業務を変えるkintoneユーザー事例 第233回
紙&Excelを一掃、応募者対応業務を75%削減したエフコープ
通常業務を抱えての変革の秘訣は“心理的安全性”、福岡の生協がアナログな採用業務をkintone化
2024年07月23日 07時00分更新
kintoneユーザーによる事例・ノウハウの共有イベント「kintone hive 2024 fukuoka」が開催された。
本記事では、5番手を務めた、エフコープ生活協同組合 デジタル推進課の畑中宏斗氏、吉村純子氏によるプレゼン「kintone &」をレポートする。
紙での“承認スタンプラリー”や点在するデータをどうにかしたい
エフコープは、福岡県内で約56万人の組合員を抱える生協(生活協同組合)だ。2023年度に設立40周年を迎え、商品配達や店舗運営、福祉など、暮らしに寄り添ったサービスを展開している。
そんなエフコープのkintone導入前の課題は、従来通りの紙対応、根強いExcel管理だった。
とにかく業務では紙だらけで、郵送をはじめとするアナログな作業が圧迫しており、極めつけは冗長な申請プロセス。「何かしらを申請するときには、とにかく紙を書いて提出していました」と畑中氏。そして、提出した紙を承認してもらうために、あらゆるスタッフ、役職者に押印してもらう“承認スタンプラリー”が繰り広げられていた。
例えば経理の申請では、担当から課長に、課長は部長に、そして最終確認を経理部長がする。決裁金額によっては、管理本部長にもエスカレーションされる。
Excelでの管理も、問題が山積み。同じような名前のファイルが存在して、最新のデータがわからず、誰かが開いていると更新ができない。
こういった紙とExcel中心の業務は、畑中氏が所属していた人事部でも同様だった。毎月中途採用を実施していたが、応募者情報の管理はExcel、面談時には書類ベースで記入フォローして、内定者には紙で採用書類を郵送する。

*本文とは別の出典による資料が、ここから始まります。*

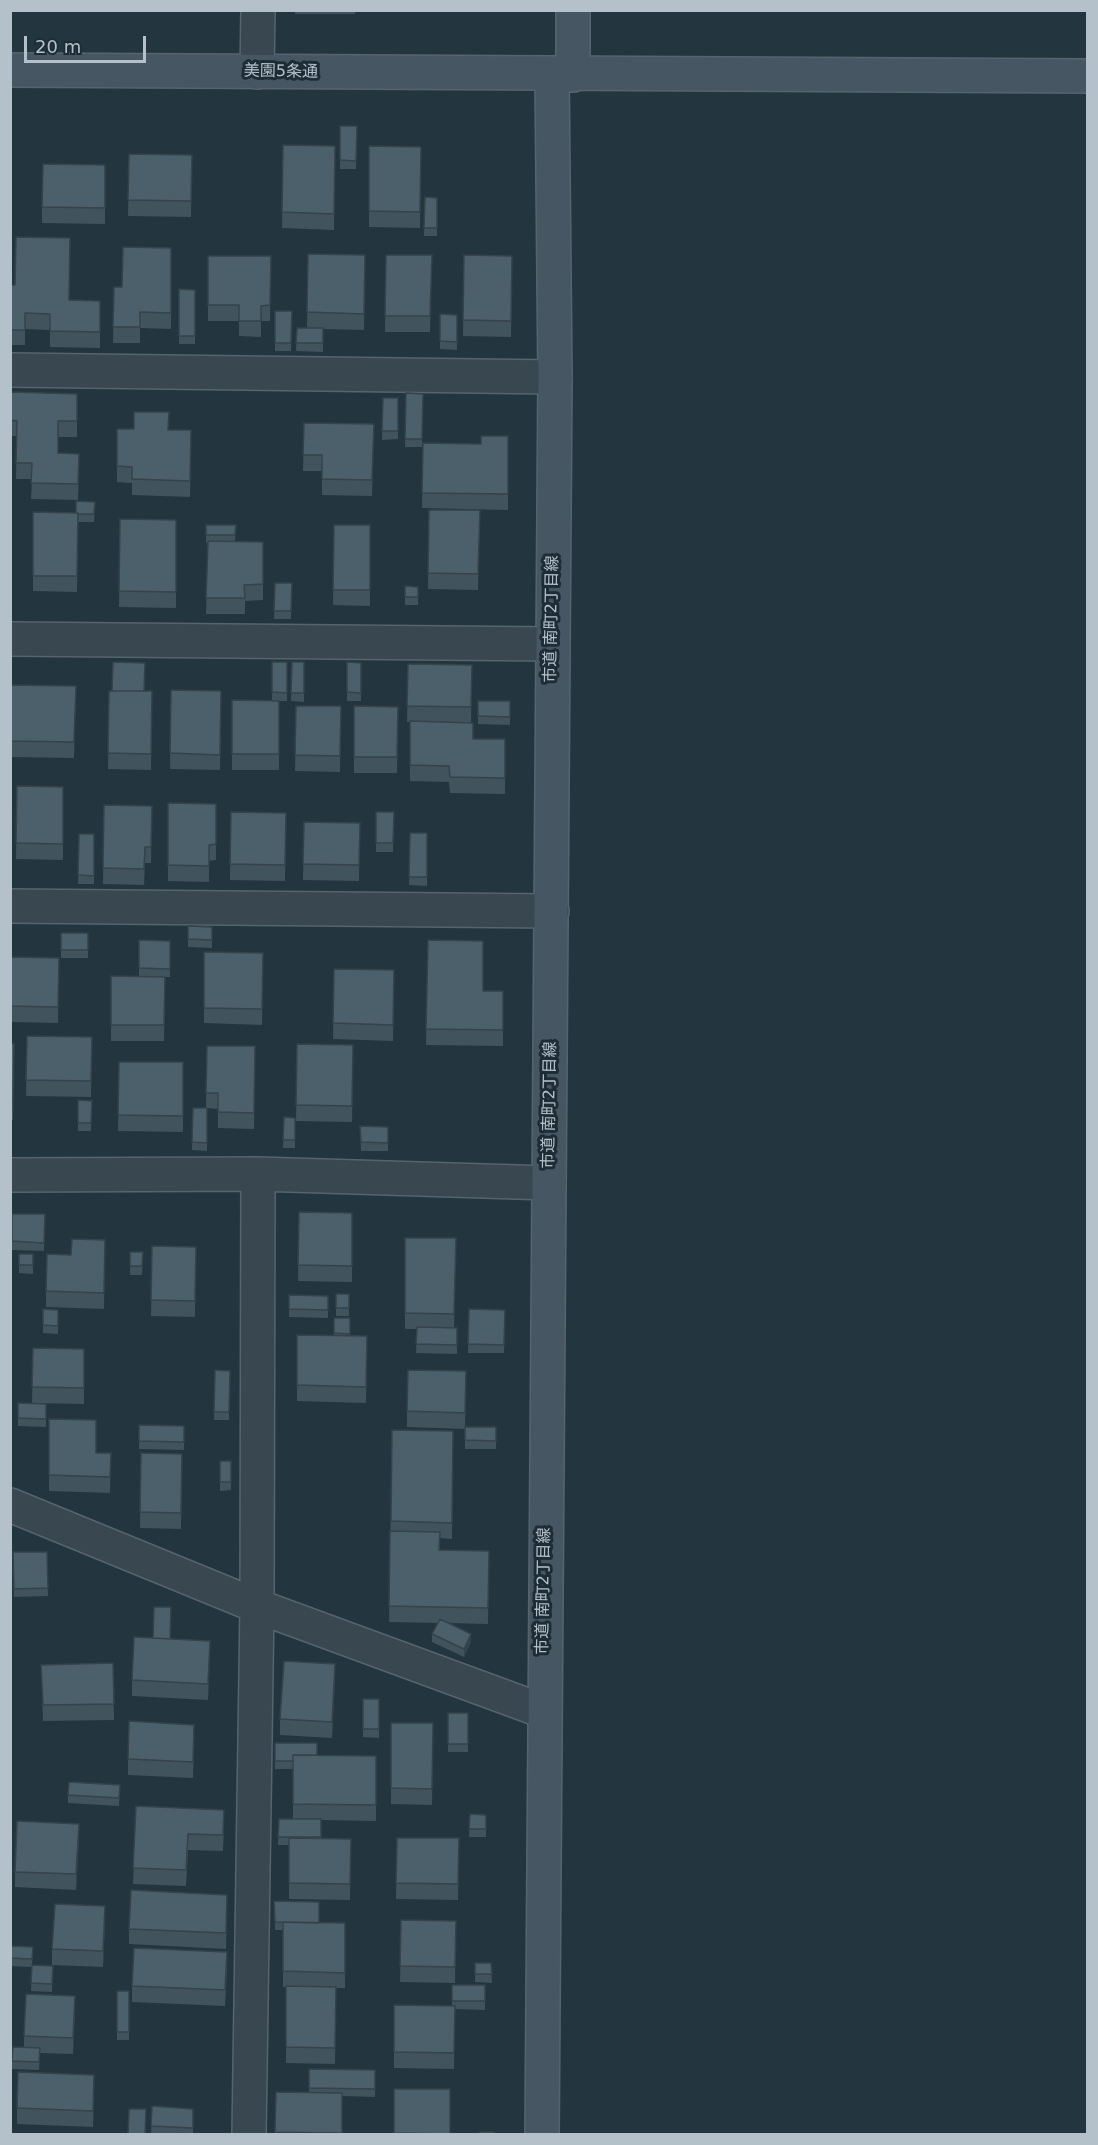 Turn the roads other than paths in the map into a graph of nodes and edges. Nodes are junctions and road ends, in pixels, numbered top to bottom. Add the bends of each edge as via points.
1 (258, 10) edge
2 (573, 10) edge
3 (10, 70) edge
4 (257, 72) junction
5 (562, 75) junction
6 (1088, 76) edge
7 (10, 370) edge
8 (555, 377) junction
9 (10, 639) edge
10 (552, 644) junction
11 (10, 906) edge
12 (552, 911) junction
13 (258, 1174) junction
14 (10, 1175) edge
15 (549, 1183) junction
16 (10, 1505) edge
17 (257, 1606) junction
18 (543, 1711) junction
19 (249, 2134) edge
20 (542, 2134) edge

1 - 4 street
2 - 5 street, 市道 南町2丁目線
3 - 4 street, 美園5条通
4 - 5 street, 美園5条通
5 - 6 street, 美園5条通
5 - 8 street, 市道 南町2丁目線
7 - 8 street
8 - 10 street, 市道 南町2丁目線
9 - 10 street
10 - 12 street, 市道 南町2丁目線
11 - 12 street
12 - 15 street, 市道 南町2丁目線
13 - 14 street
13 - 15 street
13 - 17 street
15 - 18 street, 市道 南町2丁目線
16 - 17 street
17 - 18 street
17 - 19 street
18 - 20 street, 市道 南町2丁目線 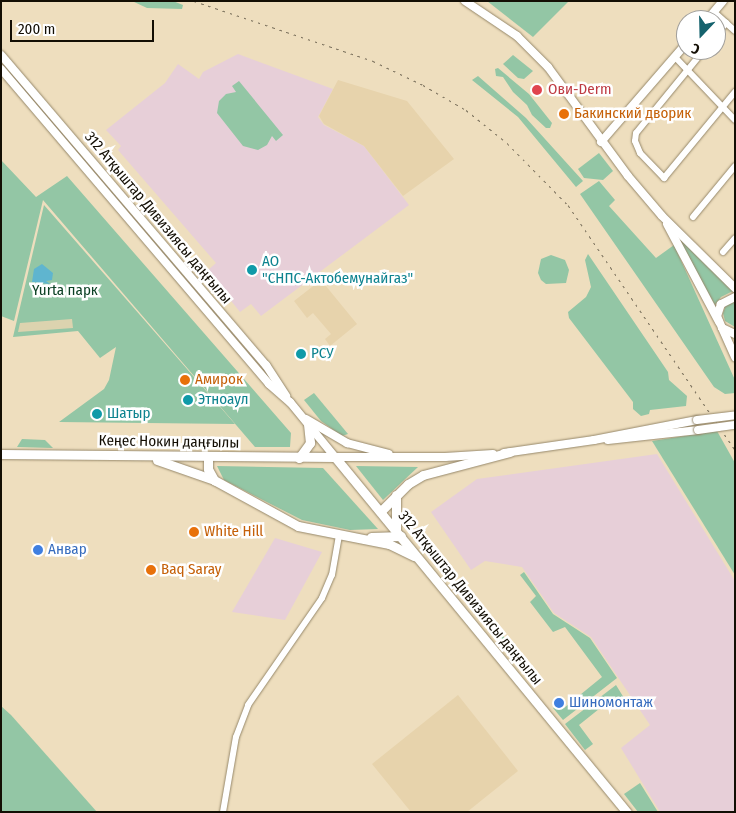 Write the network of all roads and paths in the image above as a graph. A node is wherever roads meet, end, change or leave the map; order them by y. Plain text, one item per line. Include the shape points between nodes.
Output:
1 (465, 1) edge
2 (726, 23) edge
3 (735, 31) edge
4 (1, 55) edge
5 (675, 57) joint
6 (696, 60) edge
7 (1, 69) edge
8 (688, 69) junction
9 (735, 92) edge
10 (722, 106) junction
11 (735, 120) edge
12 (58, 122) junction
13 (51, 128) junction
14 (601, 142) junction
15 (735, 166) edge
16 (662, 216) junction
17 (693, 217) dead end
18 (735, 238) edge
19 (723, 252) dead end
20 (735, 288) edge
21 (735, 297) edge
22 (208, 298) junction
23 (201, 303) junction
24 (720, 325) junction
25 (735, 334) edge
26 (246, 342) junction
27 (238, 348) junction
28 (735, 357) edge
29 (290, 402) junction
30 (299, 414) junction
31 (735, 415) edge
32 (308, 424) junction
33 (735, 424) edge
34 (594, 440) junction
35 (510, 452) junction
36 (1, 454) edge
37 (139, 456) junction
38 (208, 457) junction
39 (335, 457) junction
40 (299, 458) junction
41 (416, 458) junction
42 (214, 480) junction
43 (396, 495) junction
44 (381, 511) junction
45 (398, 532) junction
46 (339, 536) junction
47 (358, 538) junction
48 (416, 557) junction
49 (224, 812) edge
50 (627, 812) edge

1 - 14 main road via 516,36 548,67
2 - 3 street
4 - 12 main road, 312 Атқыштар Дивизиясы даңғылы
5 - 8 street
5 - 14 main road
6 - 8 street
7 - 13 main road, 312 Атқыштар Дивизиясы даңғылы
8 - 10 street
8 - 10 street via 635,138 640,153 664,178
9 - 10 street
10 - 11 street
12 - 13 main road
12 - 22 main road, 312 Атқыштар Дивизиясы даңғылы
13 - 23 main road, 312 Атқыштар Дивизиясы даңғылы
14 - 16 main road
15 - 17 street
16 - 20 main road
16 - 24 main road
18 - 19 street
21 - 24 main road via 721,304
22 - 23 main road
22 - 26 main road, 312 Атқыштар Дивизиясы даңғылы
23 - 27 main road, 312 Атқыштар Дивизиясы даңғылы
24 - 25 main road
24 - 28 main road
26 - 27 main road
26 - 29 main road, 312 Атқыштар Дивизиясы даңғылы via 276,378
27 - 29 main road, 312 Атқыштар Дивизиясы даңғылы
29 - 30 main road, 312 Атқыштар Дивизиясы даңғылы
30 - 32 main road, 312 Атқыштар Дивизиясы даңғылы
30 - 41 main road via 365,450
31 - 34 main road, bridge
32 - 39 main road, 312 Атқыштар Дивизиясы даңғылы
32 - 40 highway via 310,443
33 - 34 main road, bridge
34 - 35 main road
35 - 41 main road
35 - 43 highway via 430,472
36 - 37 highway, Кеңес Нокин даңғылы
37 - 38 highway, Кеңес Нокин даңғылы
37 - 42 highway via 188,469
38 - 40 highway, Кеңес Нокин даңғылы
38 - 42 highway via 208,468
39 - 40 highway, Кеңес Нокин даңғылы
39 - 41 main road
39 - 44 highway, 312 Атқыштар Дивизиясы даңғылы
42 - 46 highway via 283,520
43 - 44 highway
43 - 45 highway
44 - 45 highway, 312 Атқыштар Дивизиясы даңғылы
45 - 47 highway
45 - 48 highway, 312 Атқыштар Дивизиясы даңғылы
46 - 47 highway
46 - 49 street via 332,575 322,598 245,712 236,737
47 - 48 highway via 389,544
48 - 50 highway, 312 Атқыштар Дивизиясы даңғылы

各部署に対しては、採用書類の準備や職員番号の採番、制服発注などを依頼して、採用者承認のための起案も作成しなければいけない。これらは個別のやり取りで、データや作業は点在、結果、数多くの工程が発生していた。
転機になったのは、kintoneの全社展開だ。kintoneの勉強会に参加した畑中氏は、「人事部でも使えそう」と手ごたえを感じ、採用業務での活用にチャレンジした。
3つのkintoneアプリをつなげて紙・Excelの管理を一掃
畑中氏が取り組んだのは、3つのkintoneアプリを作って、それをつなげることだ。
ひとつ目のアプリは、応募者への対応状況を可視化する「キャリア応募名簿」。「テーブル設定」の機能で対応履歴を追加して、応募から選考、採用までの情報をアプリに蓄積していく。そして、アクションボタンを押すと、次のアプリに情報が自動統合される。
2つ目は、「新規採用者入協手続き」のアプリだ。プロセス管理の機能を用いて、前アプリから統合された応募者の情報を各部署に展開、必要な項目を追加してもらう。「“情報のバトン”を渡していくアプリ」と畑中氏。
最後は、「キャリア採用者承認依頼」のアプリだ。関連レコードとして採用者の情報を月ごとに表示。採用者の確認や承認も、kintone内で完結させて、採用承認の起案作成も不要になった。
さらには、人事労務システムである「SmartHR」と連携させることで、郵送していた入協手続きを電子化した。